Analgesics, such as aspirin or other non-steroidal anti-inflammatory drugs, may also be applied to the surface to reduce pain and swelling upon implantation of the stent. These drugs or their salts or derivatives may include aspirin and non-steroidal anti-inflammatory drugs, including naproxen, choline, diflunisal, salsalate, fenoprofen, flurbiprofen, ketoprofen, ibuprofen, oxaprozin, diclofenac, indomethacin, sulindac, acetoaminophen, tolmetin, meloxicam, piroxicam, meclofenamate, mefanimic acid, nabumetone, etodelac, keterolac, celecoxib, valdecoxib and rofecoxib, mixtures thereof, and derivatives thereof.
Other analgesics or anesthetics that may be coated onto the surface of the stent include opioids, synthetic drugs with narcotic properties, and local anesthetics to include at least paracetamol, bupivacaine, ropivacaine, lidocaine, and novacaine alfentanil, buprenorphine, carfentanil, codeine, codeinone, dextropropoxyphene, dihydrocodeine, endorphin, fentanyl, hydrocodone, hydromorphone, methadone, morphine, morphinone, oxycodone, oxymorphone, pethidine, remifantanil, sulfentanil, thebaine, and tramadol, mixtures thereof, and derivatives thereof.
Any of these drugs and coatings are preferably applied in a time-release manner so that the beneficial effect of the drug is sustained over a period of at least several weeks or months. This may be especially helpful in the case where a stent or catheter will remain in place for a considerable length of time.

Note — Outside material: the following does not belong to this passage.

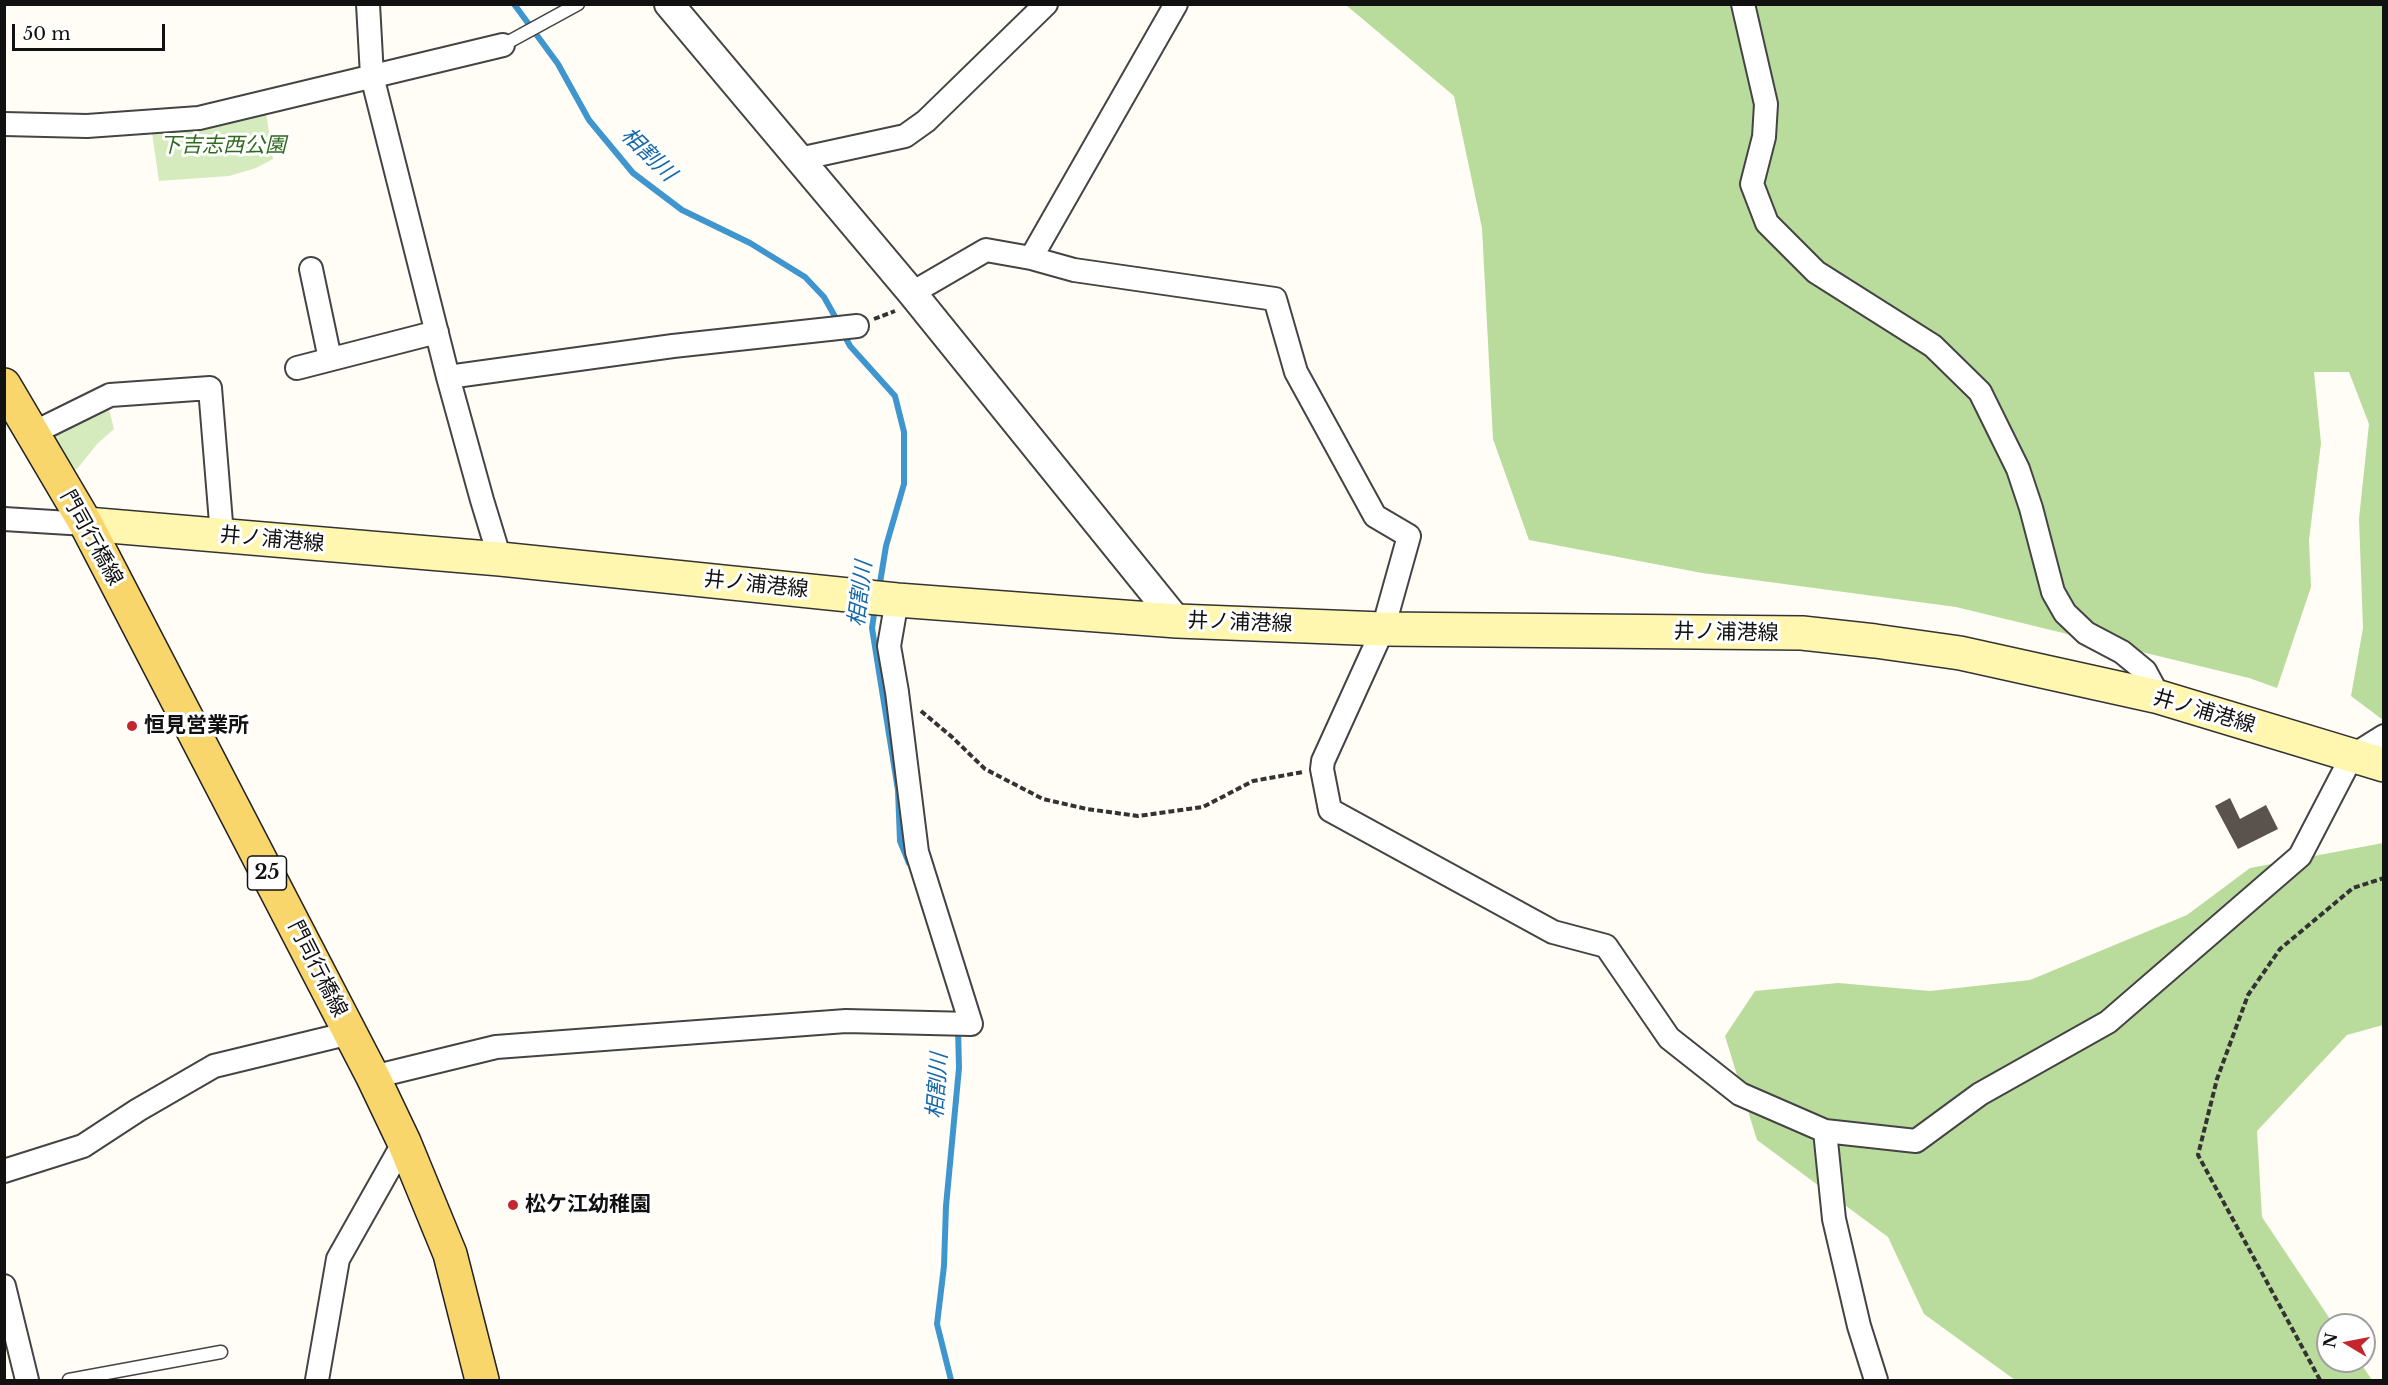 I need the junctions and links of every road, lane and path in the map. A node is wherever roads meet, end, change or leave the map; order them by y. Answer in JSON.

While the present dilation technique is highly useful for placement of ureteral stents, the technique may also be used for placing stents and catheters for use in other hollow parts or blood vessels of the body. These may include biliary or gall bladder stents, stents for use in percutaneous nephrostomy procedures, hepatic drainage, gastro-intestinal drainage, and so on, for drainage of other body cavities. It is intended that the foregoing detailed description be regarded as illustrative rather than limiting, and that it be understood that it is the following claims, including all equivalents, that are intended to define the spirit and scope of this invention. Furthermore, the foregoing description are not intended to limit the scope of the invention described herein or with regard to the details of its construction and manner of operation. It will be evident to one skilled in the art that modifications and variations may be made without departing from the spirit and scope of the invention. Changes in form and in the proportion of parts, as well as the substitution of equivalents, are contemplated as circumstances may suggest and render expedience; although specific terms have been employed, they are intended in a generic and descriptive sense only and not for the purpose of limiting the scope of the invention set fourth in the following claims.